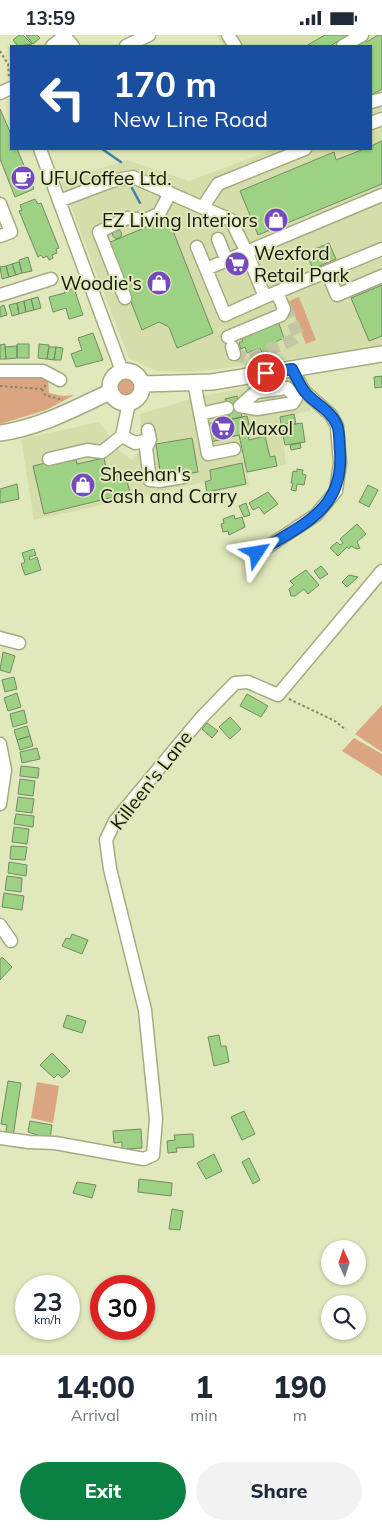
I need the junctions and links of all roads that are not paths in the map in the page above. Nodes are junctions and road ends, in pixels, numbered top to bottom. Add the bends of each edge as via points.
1 (149, 35) edge
2 (362, 35) edge
3 (68, 39) edge
4 (54, 45) edge
5 (128, 45) edge
6 (345, 45) edge
7 (40, 150) edge
8 (303, 150) edge
9 (170, 193) junction
10 (382, 195) edge
11 (59, 201) junction
12 (0, 204) edge
13 (203, 207) junction
14 (0, 236) edge
15 (218, 239) dead end
16 (197, 247) dead end
17 (382, 249) edge
18 (247, 253) junction
19 (227, 261) junction
20 (206, 269) junction
21 (327, 272) junction
22 (382, 276) edge
23 (51, 279) dead end
24 (0, 295) edge
25 (271, 295) junction
26 (125, 298) dead end
27 (231, 346) dead end
28 (382, 354) edge
29 (292, 369) junction
30 (0, 371) edge
31 (122, 371) junction
32 (253, 375) junction
33 (57, 378) road end
34 (194, 382) junction
35 (142, 384) junction
36 (110, 392) junction
37 (256, 392) junction
38 (129, 403) junction
39 (233, 407) junction
40 (200, 414) junction
41 (0, 433) edge
42 (122, 435) junction
43 (234, 449) dead end
44 (49, 459) dead end
45 (183, 477) dead end
46 (257, 553) dead end
47 (382, 571) edge
48 (0, 638) edge
49 (19, 643) dead end
50 (1, 750) edge
51 (0, 803) edge
52 (0, 925) edge
53 (11, 941) dead end
54 (0, 1137) edge

1 - 5 street
2 - 6 street
3 - 4 street
7 - 11 street
8 - 13 street via 218,184
9 - 11 street via 133,177 112,181
9 - 13 street
9 - 26 street via 159,214 145,220 127,218 99,232
10 - 18 street
11 - 31 street
12 - 14 street via 11,232
13 - 18 street via 231,220
15 - 19 street
16 - 20 street
17 - 21 street
18 - 19 street
18 - 25 street
19 - 20 street
20 - 25 street via 225,315
21 - 22 street via 337,295
21 - 25 street
23 - 24 street
25 - 27 street via 284,309 281,315
28 - 29 main road
29 - 32 main road
29 - 46 street via 304,391 331,415 338,426 340,463 336,491 316,515
30 - 33 street via 42,371
31 - 35 main road via 137,375
31 - 36 main road via 110,382
32 - 34 main road
32 - 37 street
34 - 35 main road
34 - 40 street
35 - 38 main road via 141,395
36 - 38 main road via 117,401
36 - 41 main road via 58,416
37 - 39 street
37 - 39 street via 287,387 296,398 294,403 257,409
38 - 42 street
39 - 40 street
40 - 43 street via 208,455
42 - 44 street via 102,452 87,450
42 - 45 street via 135,443 149,435 146,448 150,480
47 - 54 street, Killeen's Lane via 278,695 248,682 235,683 200,718 115,821 106,840 110,869 145,1009 156,1119 153,1155 144,1159
48 - 49 street
50 - 51 street via 5,770
52 - 53 street

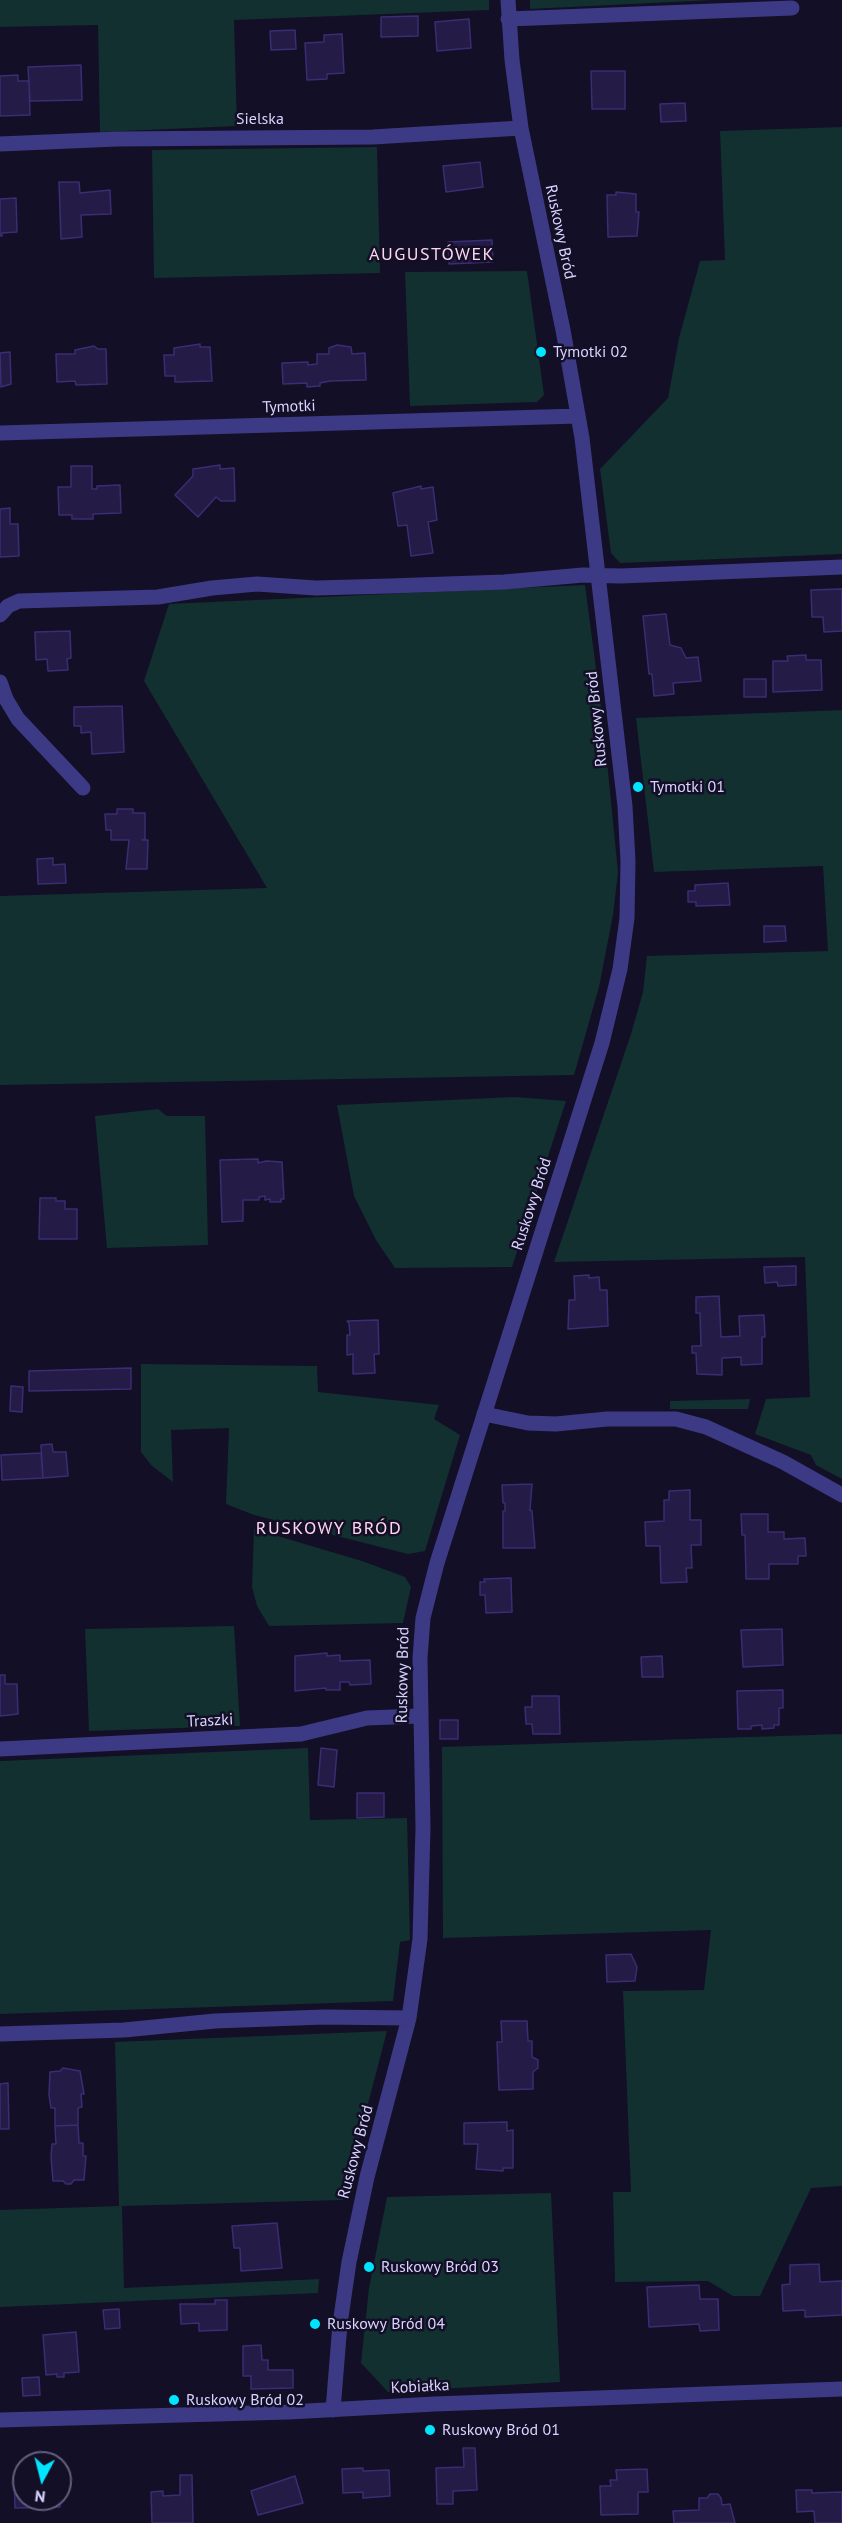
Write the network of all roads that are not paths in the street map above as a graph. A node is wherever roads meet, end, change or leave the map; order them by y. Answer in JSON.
{"nodes":[{"id":1,"x":507,"y":0,"type":"edge"},
{"id":2,"x":792,"y":8,"type":"dead end"},
{"id":3,"x":508,"y":19,"type":"junction"},
{"id":4,"x":521,"y":128,"type":"junction"},
{"id":5,"x":0,"y":144,"type":"edge"},
{"id":6,"x":578,"y":416,"type":"junction"},
{"id":7,"x":0,"y":433,"type":"edge"},
{"id":8,"x":842,"y":567,"type":"edge"},
{"id":9,"x":599,"y":576,"type":"junction"},
{"id":10,"x":0,"y":615,"type":"edge"},
{"id":11,"x":0,"y":682,"type":"edge"},
{"id":12,"x":83,"y":788,"type":"dead end"},
{"id":13,"x":484,"y":1414,"type":"junction"},
{"id":14,"x":842,"y":1495,"type":"edge"},
{"id":15,"x":419,"y":1716,"type":"junction"},
{"id":16,"x":0,"y":1749,"type":"edge"},
{"id":17,"x":410,"y":2018,"type":"junction"},
{"id":18,"x":0,"y":2034,"type":"edge"},
{"id":19,"x":842,"y":2389,"type":"edge"},
{"id":20,"x":333,"y":2410,"type":"junction"},
{"id":21,"x":0,"y":2420,"type":"edge"}],
"edges":[{"from":1,"to":3,"type":"street","name":"Ruskowy Bród"},
{"from":2,"to":3,"type":"street"},
{"from":3,"to":4,"type":"street","name":"Ruskowy Bród"},
{"from":4,"to":5,"type":"street","name":"Sielska"},
{"from":4,"to":6,"type":"street","name":"Ruskowy Bród"},
{"from":6,"to":7,"type":"street","name":"Tymotki"},
{"from":6,"to":9,"type":"street","name":"Ruskowy Bród"},
{"from":8,"to":9,"type":"street"},
{"from":9,"to":10,"type":"street"},
{"from":9,"to":13,"type":"street","name":"Ruskowy Bród"},
{"from":11,"to":12,"type":"street"},
{"from":13,"to":14,"type":"street"},
{"from":13,"to":15,"type":"street","name":"Ruskowy Bród"},
{"from":15,"to":16,"type":"street","name":"Traszki"},
{"from":15,"to":17,"type":"street","name":"Ruskowy Bród"},
{"from":17,"to":18,"type":"street"},
{"from":17,"to":20,"type":"street","name":"Ruskowy Bród"},
{"from":19,"to":20,"type":"street","name":"Kobiałka"},
{"from":20,"to":21,"type":"street","name":"Kobiałka"}]}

▶ **Your objective**
Leaving the images behind, set down every entry word for word.

▶ **Solution**
I need the junctions and links of all roads that are not paths in the map in the page above. Nodes are junctions and road ends, in pixels, numbered top to bottom. Add the bends of each edge as via points.
1 (149, 35) edge
2 (362, 35) edge
3 (68, 39) edge
4 (54, 45) edge
5 (128, 45) edge
6 (345, 45) edge
7 (40, 150) edge
8 (303, 150) edge
9 (170, 193) junction
10 (382, 195) edge
11 (59, 201) junction
12 (0, 204) edge
13 (203, 207) junction
14 (0, 236) edge
15 (218, 239) dead end
16 (197, 247) dead end
17 (382, 249) edge
18 (247, 253) junction
19 (227, 261) junction
20 (206, 269) junction
21 (327, 272) junction
22 (382, 276) edge
23 (51, 279) dead end
24 (0, 295) edge
25 (271, 295) junction
26 (125, 298) dead end
27 (231, 346) dead end
28 (382, 354) edge
29 (292, 369) junction
30 (0, 371) edge
31 (122, 371) junction
32 (253, 375) junction
33 (57, 378) road end
34 (194, 382) junction
35 (142, 384) junction
36 (110, 392) junction
37 (256, 392) junction
38 (129, 403) junction
39 (233, 407) junction
40 (200, 414) junction
41 (0, 433) edge
42 (122, 435) junction
43 (234, 449) dead end
44 (49, 459) dead end
45 (183, 477) dead end
46 (257, 553) dead end
47 (382, 571) edge
48 (0, 638) edge
49 (19, 643) dead end
50 (1, 750) edge
51 (0, 803) edge
52 (0, 925) edge
53 (11, 941) dead end
54 (0, 1137) edge

1 - 5 street
2 - 6 street
3 - 4 street
7 - 11 street
8 - 13 street via 218,184
9 - 11 street via 133,177 112,181
9 - 13 street
9 - 26 street via 159,214 145,220 127,218 99,232
10 - 18 street
11 - 31 street
12 - 14 street via 11,232
13 - 18 street via 231,220
15 - 19 street
16 - 20 street
17 - 21 street
18 - 19 street
18 - 25 street
19 - 20 street
20 - 25 street via 225,315
21 - 22 street via 337,295
21 - 25 street
23 - 24 street
25 - 27 street via 284,309 281,315
28 - 29 main road
29 - 32 main road
29 - 46 street via 304,391 331,415 338,426 340,463 336,491 316,515
30 - 33 street via 42,371
31 - 35 main road via 137,375
31 - 36 main road via 110,382
32 - 34 main road
32 - 37 street
34 - 35 main road
34 - 40 street
35 - 38 main road via 141,395
36 - 38 main road via 117,401
36 - 41 main road via 58,416
37 - 39 street
37 - 39 street via 287,387 296,398 294,403 257,409
38 - 42 street
39 - 40 street
40 - 43 street via 208,455
42 - 44 street via 102,452 87,450
42 - 45 street via 135,443 149,435 146,448 150,480
47 - 54 street, Killeen's Lane via 278,695 248,682 235,683 200,718 115,821 106,840 110,869 145,1009 156,1119 153,1155 144,1159
48 - 49 street
50 - 51 street via 5,770
52 - 53 street

Write the network of all roads that are not paths in the street map above as a graph. A node is wherever roads meet, end, change or leave the map; order them by y. Answer in JSON.
{"nodes":[{"id":1,"x":507,"y":0,"type":"edge"},
{"id":2,"x":792,"y":8,"type":"dead end"},
{"id":3,"x":508,"y":19,"type":"junction"},
{"id":4,"x":521,"y":128,"type":"junction"},
{"id":5,"x":0,"y":144,"type":"edge"},
{"id":6,"x":578,"y":416,"type":"junction"},
{"id":7,"x":0,"y":433,"type":"edge"},
{"id":8,"x":842,"y":567,"type":"edge"},
{"id":9,"x":599,"y":576,"type":"junction"},
{"id":10,"x":0,"y":615,"type":"edge"},
{"id":11,"x":0,"y":682,"type":"edge"},
{"id":12,"x":83,"y":788,"type":"dead end"},
{"id":13,"x":484,"y":1414,"type":"junction"},
{"id":14,"x":842,"y":1495,"type":"edge"},
{"id":15,"x":419,"y":1716,"type":"junction"},
{"id":16,"x":0,"y":1749,"type":"edge"},
{"id":17,"x":410,"y":2018,"type":"junction"},
{"id":18,"x":0,"y":2034,"type":"edge"},
{"id":19,"x":842,"y":2389,"type":"edge"},
{"id":20,"x":333,"y":2410,"type":"junction"},
{"id":21,"x":0,"y":2420,"type":"edge"}],
"edges":[{"from":1,"to":3,"type":"street","name":"Ruskowy Bród"},
{"from":2,"to":3,"type":"street"},
{"from":3,"to":4,"type":"street","name":"Ruskowy Bród"},
{"from":4,"to":5,"type":"street","name":"Sielska"},
{"from":4,"to":6,"type":"street","name":"Ruskowy Bród"},
{"from":6,"to":7,"type":"street","name":"Tymotki"},
{"from":6,"to":9,"type":"street","name":"Ruskowy Bród"},
{"from":8,"to":9,"type":"street"},
{"from":9,"to":10,"type":"street"},
{"from":9,"to":13,"type":"street","name":"Ruskowy Bród"},
{"from":11,"to":12,"type":"street"},
{"from":13,"to":14,"type":"street"},
{"from":13,"to":15,"type":"street","name":"Ruskowy Bród"},
{"from":15,"to":16,"type":"street","name":"Traszki"},
{"from":15,"to":17,"type":"street","name":"Ruskowy Bród"},
{"from":17,"to":18,"type":"street"},
{"from":17,"to":20,"type":"street","name":"Ruskowy Bród"},
{"from":19,"to":20,"type":"street","name":"Kobiałka"},
{"from":20,"to":21,"type":"street","name":"Kobiałka"}]}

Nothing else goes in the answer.